Chargez-vous de mon joug et apprenez de moi que je suis doux et humble de coeur, et vous trouverez le repos de vos âmes. Car mon joug est aisé et mon fardeau léger. Le joug de Christ se concilie très bien avec le soulagement qu'il procure au coeur. Prendre son joug sur soi, n'est autre chose que se donner à lui dans l'obéissance de la foi. Apprenez de moi ! Comme Christ soumettait sa volonté à celle de son Père, au point de n'en avoir pas d'autre, de même il faut que nous apprenions de lui à soumettre absolument notre volonté à la sienne. Et si cela nous effraye, si nous sommes indociles, il use de patience envers nous. Je suis doux. Il bande nos plaies douloureuses avec le tendre amour d'une mère pour son enfant. Il prend sur ses épaules les âmes fatiguées et les porte avec la douceur pleine d'amour du Bon Berger. Il repousse la dureté orgueilleuse ; il attire la douce humilité. Il est humble de coeur. il n'a pas regardé comme une usurpation d'être égal à Dieu, mais s'est abaissé jusqu'à prendre la forme de serviteur. Il s'abaisse Jusqu'aux plus petits et aux plus chétifs, pour les prendre sur son coeur de Sauveur, plein de sympathie et de tendresse fraternelle.

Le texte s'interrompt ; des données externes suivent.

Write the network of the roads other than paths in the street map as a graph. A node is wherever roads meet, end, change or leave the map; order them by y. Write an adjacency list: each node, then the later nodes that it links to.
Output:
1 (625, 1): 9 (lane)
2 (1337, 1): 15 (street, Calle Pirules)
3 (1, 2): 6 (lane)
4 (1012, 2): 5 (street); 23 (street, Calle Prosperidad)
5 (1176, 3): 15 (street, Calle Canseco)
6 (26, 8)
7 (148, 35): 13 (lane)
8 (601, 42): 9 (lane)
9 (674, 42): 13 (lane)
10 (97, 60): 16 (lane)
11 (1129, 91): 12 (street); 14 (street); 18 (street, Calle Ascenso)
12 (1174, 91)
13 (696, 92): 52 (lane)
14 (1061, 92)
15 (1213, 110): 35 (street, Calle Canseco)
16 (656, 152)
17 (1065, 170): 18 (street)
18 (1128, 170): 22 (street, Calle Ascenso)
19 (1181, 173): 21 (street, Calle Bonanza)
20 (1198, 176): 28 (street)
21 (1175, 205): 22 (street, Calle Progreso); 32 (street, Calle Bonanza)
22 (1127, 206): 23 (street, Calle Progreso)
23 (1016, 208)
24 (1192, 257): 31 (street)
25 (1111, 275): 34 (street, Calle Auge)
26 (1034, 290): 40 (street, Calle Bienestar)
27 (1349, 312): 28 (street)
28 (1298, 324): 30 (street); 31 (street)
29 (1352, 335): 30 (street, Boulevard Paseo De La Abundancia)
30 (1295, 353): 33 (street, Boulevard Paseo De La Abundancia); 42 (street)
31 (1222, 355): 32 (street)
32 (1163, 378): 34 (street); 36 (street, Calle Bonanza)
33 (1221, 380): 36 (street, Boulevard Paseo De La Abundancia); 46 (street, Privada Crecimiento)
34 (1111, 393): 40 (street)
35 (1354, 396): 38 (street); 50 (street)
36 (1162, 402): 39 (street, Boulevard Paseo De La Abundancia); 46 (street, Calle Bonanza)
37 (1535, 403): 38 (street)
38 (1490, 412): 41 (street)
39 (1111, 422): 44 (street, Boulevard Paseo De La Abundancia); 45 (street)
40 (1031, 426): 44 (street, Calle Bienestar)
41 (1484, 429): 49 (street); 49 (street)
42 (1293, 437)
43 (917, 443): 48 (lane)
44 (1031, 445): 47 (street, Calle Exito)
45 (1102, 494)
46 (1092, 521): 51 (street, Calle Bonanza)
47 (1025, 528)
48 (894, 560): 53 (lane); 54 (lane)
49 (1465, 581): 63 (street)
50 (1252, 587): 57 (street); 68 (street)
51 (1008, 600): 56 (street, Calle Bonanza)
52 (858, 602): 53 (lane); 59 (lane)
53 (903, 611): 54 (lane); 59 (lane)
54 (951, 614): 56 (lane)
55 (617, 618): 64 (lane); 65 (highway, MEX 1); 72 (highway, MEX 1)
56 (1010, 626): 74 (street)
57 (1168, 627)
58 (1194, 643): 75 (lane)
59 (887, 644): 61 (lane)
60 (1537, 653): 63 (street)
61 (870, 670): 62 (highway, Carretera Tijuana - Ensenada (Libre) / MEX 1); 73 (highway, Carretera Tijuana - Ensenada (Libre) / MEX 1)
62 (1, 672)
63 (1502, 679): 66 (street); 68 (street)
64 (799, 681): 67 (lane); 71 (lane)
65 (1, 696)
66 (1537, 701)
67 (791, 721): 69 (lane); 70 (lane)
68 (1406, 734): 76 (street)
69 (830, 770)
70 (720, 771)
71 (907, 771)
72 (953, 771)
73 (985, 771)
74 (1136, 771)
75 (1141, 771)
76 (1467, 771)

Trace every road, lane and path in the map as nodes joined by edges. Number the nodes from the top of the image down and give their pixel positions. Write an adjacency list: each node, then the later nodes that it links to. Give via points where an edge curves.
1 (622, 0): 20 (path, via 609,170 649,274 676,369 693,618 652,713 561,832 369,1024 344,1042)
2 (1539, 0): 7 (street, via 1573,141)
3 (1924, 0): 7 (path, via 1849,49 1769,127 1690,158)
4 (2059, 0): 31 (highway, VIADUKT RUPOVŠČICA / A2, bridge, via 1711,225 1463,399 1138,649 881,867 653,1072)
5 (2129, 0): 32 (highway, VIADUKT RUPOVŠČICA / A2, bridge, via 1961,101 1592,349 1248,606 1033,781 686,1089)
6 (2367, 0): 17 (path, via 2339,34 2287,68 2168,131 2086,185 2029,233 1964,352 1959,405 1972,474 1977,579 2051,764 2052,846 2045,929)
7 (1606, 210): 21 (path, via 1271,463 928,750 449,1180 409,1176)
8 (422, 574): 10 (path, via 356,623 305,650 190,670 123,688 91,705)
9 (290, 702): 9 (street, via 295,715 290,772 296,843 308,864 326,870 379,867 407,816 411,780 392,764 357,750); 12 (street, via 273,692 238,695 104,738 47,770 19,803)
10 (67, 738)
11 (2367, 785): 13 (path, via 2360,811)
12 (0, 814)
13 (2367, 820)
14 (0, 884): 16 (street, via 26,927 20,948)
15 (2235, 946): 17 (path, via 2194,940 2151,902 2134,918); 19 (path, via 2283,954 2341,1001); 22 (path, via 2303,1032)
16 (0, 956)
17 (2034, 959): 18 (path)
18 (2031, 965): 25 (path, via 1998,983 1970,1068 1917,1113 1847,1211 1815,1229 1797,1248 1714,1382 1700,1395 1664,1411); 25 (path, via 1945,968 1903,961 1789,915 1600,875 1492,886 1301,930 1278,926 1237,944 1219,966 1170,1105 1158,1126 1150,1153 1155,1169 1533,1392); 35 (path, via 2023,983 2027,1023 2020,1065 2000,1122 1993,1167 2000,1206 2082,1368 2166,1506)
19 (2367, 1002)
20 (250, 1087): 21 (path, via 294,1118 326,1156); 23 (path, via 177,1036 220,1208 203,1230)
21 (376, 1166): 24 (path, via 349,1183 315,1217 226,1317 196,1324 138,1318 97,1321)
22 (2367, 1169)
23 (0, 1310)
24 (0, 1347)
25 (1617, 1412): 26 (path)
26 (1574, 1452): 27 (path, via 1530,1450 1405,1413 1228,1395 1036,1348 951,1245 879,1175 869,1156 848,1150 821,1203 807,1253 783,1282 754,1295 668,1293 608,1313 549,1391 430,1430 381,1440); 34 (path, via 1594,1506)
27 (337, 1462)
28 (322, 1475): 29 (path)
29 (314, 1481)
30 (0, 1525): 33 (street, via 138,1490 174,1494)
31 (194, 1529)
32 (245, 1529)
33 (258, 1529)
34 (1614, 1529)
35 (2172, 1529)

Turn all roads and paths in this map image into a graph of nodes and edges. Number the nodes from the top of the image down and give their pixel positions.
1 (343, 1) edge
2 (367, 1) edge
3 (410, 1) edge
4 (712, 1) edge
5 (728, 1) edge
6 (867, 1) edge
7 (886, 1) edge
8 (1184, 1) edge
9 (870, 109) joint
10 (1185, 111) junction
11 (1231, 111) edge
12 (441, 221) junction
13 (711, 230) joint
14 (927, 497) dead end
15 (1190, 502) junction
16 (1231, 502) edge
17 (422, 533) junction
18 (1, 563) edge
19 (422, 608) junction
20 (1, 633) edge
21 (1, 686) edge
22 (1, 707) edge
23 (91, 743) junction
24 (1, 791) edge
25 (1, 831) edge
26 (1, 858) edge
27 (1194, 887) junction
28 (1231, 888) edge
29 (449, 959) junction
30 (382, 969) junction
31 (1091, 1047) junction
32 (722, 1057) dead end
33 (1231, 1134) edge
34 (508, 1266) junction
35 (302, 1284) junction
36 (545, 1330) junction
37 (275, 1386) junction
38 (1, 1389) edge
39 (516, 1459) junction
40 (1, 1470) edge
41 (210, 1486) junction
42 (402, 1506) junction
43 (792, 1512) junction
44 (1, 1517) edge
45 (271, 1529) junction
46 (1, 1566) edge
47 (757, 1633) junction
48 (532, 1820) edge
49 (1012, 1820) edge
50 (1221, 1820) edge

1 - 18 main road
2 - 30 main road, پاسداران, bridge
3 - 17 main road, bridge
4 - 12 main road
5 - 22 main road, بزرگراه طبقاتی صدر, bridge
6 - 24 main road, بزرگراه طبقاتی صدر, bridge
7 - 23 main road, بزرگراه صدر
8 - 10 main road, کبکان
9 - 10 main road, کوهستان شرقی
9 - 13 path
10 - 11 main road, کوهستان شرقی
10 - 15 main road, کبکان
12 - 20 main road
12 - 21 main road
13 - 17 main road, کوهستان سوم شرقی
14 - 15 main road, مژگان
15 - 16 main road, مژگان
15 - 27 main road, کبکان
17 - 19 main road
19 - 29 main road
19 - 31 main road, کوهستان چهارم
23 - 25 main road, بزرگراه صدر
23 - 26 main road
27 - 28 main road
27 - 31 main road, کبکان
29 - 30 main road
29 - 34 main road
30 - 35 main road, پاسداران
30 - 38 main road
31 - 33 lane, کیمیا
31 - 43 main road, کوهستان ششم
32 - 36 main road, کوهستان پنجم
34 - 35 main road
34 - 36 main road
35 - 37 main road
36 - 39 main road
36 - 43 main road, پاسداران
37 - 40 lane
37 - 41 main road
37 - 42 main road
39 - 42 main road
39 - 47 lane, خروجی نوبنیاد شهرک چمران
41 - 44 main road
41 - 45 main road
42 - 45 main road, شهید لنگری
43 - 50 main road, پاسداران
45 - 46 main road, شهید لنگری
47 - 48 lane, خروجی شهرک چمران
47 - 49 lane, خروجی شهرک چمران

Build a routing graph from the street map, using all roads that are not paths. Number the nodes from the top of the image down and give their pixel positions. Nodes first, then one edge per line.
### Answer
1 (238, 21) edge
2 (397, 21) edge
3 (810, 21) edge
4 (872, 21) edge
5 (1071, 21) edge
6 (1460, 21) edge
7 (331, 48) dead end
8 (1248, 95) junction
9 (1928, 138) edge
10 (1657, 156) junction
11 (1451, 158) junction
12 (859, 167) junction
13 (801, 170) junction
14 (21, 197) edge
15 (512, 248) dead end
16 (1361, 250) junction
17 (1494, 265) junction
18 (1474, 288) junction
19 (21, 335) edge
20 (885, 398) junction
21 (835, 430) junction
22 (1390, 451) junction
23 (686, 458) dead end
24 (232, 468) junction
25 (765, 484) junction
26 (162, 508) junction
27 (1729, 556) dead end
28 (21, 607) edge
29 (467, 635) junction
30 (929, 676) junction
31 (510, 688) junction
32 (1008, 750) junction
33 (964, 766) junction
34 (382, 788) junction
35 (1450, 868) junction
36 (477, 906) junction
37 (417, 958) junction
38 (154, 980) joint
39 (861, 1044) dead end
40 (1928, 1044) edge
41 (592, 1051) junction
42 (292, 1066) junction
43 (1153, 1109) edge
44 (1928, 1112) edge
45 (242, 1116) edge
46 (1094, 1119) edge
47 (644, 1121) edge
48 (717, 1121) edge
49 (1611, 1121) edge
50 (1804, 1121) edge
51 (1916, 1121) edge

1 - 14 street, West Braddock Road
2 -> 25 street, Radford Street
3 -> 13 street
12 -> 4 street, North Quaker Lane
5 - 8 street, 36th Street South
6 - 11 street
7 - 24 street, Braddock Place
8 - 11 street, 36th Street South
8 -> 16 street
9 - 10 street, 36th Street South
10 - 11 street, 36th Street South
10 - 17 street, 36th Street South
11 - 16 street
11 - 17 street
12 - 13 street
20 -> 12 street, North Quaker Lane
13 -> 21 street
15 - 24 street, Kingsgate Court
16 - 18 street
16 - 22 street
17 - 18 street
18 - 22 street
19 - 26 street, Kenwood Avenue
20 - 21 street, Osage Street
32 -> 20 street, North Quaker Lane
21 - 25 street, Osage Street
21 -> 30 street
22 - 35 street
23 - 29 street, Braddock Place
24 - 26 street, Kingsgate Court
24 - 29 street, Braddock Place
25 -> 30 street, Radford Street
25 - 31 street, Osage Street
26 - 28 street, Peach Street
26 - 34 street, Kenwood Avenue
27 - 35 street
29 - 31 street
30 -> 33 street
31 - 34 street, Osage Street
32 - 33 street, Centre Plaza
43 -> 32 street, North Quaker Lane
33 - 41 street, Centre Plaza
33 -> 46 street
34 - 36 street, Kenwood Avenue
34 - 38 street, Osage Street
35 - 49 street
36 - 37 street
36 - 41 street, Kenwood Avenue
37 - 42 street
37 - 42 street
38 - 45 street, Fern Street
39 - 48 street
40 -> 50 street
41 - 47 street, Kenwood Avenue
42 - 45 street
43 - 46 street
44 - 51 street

Et vous trouverez le repos de vos âmes. Depuis que le patriarche Lémec, lors de la naissance de Noé (Gen. V, 29), exprimait l'espoir que cet enfant leur procurerait du repos et disait : « Celui-ci nous soulagera de notre oeuvre, et du travail de nos mains sur la terre que l'Éternel a maudite », l'ardente espérance des âmes travaillées et chargées est dirigée vers Celui qui devait être la consolation d'Israël. Il n'y a point de paix pour les méchants. Ils sont comme la mer agitée qui ne peut être apaisée. Mais Christ est le vrai, l'unique repos de l'âme. Dès que quelqu'un a pris son joug sur lui, son coeur est en paix. C'est pourquoi nous répétons avec saint Augustin : « 0 Dieu, c'est toi qui nous as créés. C'est pourquoi notre coeur est constamment agité, jusqu'à ce qu'il se repose en toi. » Car mon joug est aisé et mon fardeau léger. Le fardeau de Christ porte celui qui s'en charge, plutôt qu'il n'est porté par lui.

Il est vrai que ce joug semble insupportable au monde et à la chair. Et c'est en effet le cas lorsqu'on l'a pris à contre coeur ou avec un coeur partagé. Mais il est doux et léger dès qu'on le porte avec droiture, même il nous rend légers et faciles tous les autres fardeaux.